_TASK DESCRIPTION:_ Only the lines with the string "above" are needed; return each of them from the entries below.

─── STUDY MATERIAL

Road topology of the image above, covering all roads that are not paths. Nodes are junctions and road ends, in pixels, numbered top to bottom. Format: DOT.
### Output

──────
─── STUDY MATERIAL

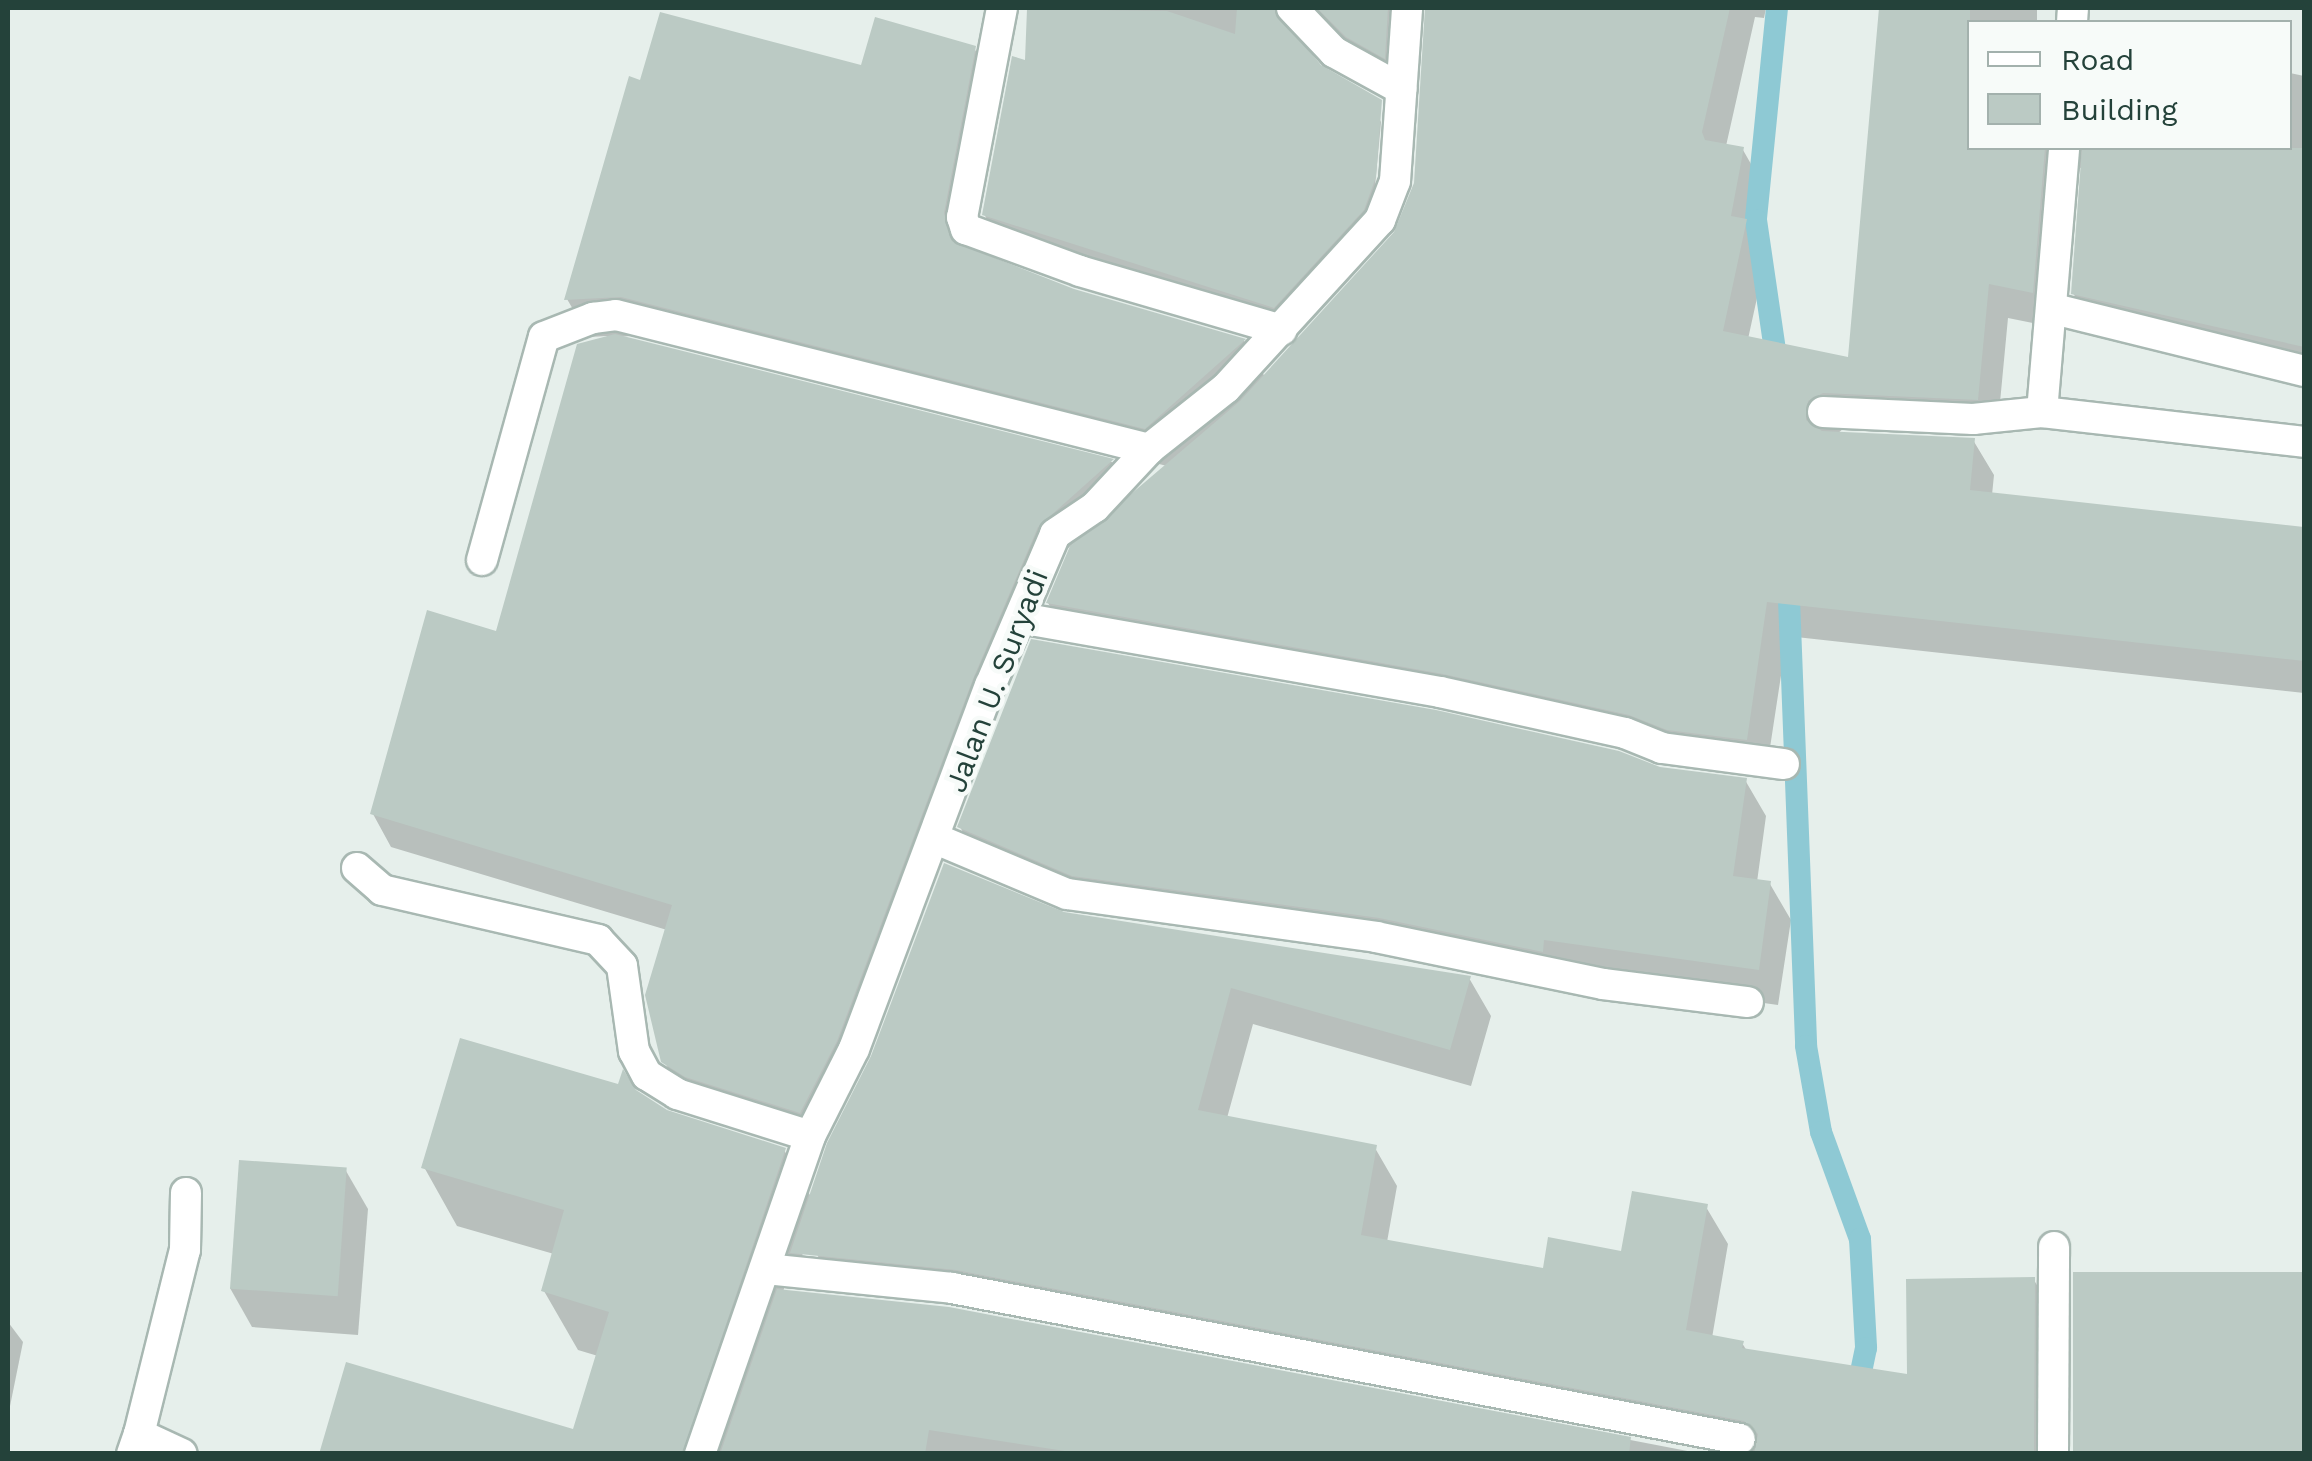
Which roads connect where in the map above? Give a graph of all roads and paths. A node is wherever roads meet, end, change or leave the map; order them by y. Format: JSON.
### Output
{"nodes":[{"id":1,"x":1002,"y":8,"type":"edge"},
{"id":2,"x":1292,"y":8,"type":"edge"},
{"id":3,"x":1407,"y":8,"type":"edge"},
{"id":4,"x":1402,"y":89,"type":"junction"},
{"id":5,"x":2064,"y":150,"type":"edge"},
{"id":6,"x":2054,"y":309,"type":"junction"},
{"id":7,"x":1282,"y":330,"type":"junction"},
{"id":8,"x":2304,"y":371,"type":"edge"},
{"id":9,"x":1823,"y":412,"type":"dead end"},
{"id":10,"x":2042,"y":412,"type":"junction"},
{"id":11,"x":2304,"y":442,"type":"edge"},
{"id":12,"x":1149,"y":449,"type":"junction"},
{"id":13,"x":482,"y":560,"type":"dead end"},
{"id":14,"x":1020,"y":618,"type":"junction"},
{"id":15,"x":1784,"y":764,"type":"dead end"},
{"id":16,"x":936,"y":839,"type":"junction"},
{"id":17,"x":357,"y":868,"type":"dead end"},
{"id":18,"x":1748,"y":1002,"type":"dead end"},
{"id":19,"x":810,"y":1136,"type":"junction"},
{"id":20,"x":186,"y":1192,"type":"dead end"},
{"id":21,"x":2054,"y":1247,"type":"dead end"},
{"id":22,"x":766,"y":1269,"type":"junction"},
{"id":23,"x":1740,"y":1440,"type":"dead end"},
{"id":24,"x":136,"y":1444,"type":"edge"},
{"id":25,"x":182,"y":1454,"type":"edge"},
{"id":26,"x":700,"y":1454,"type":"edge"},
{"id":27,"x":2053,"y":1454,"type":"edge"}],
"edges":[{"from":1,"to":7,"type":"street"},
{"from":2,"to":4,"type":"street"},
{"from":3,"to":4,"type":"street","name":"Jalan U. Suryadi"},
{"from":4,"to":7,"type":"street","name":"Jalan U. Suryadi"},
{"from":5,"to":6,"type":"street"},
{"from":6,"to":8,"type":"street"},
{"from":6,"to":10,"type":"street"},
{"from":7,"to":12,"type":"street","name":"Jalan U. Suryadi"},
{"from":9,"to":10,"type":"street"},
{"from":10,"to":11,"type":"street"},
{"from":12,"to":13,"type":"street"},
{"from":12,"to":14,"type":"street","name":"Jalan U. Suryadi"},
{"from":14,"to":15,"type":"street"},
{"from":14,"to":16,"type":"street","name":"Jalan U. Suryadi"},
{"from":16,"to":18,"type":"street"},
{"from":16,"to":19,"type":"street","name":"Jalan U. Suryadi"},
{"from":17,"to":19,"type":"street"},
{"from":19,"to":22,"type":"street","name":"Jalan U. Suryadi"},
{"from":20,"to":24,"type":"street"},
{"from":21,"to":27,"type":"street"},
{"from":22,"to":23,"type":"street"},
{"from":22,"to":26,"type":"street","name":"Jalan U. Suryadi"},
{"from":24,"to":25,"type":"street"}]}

──────

_SOLUTION TO THE PROBLEM:_
Road topology of the image above, covering all roads that are not paths. Nodes are junctions and road ends, in pixels, numbered top to bottom. Format: DOT.
Which roads connect where in the map above? Give a graph of all roads and paths. A node is wherever roads meet, end, change or leave the map; order them by y. Format: JSON.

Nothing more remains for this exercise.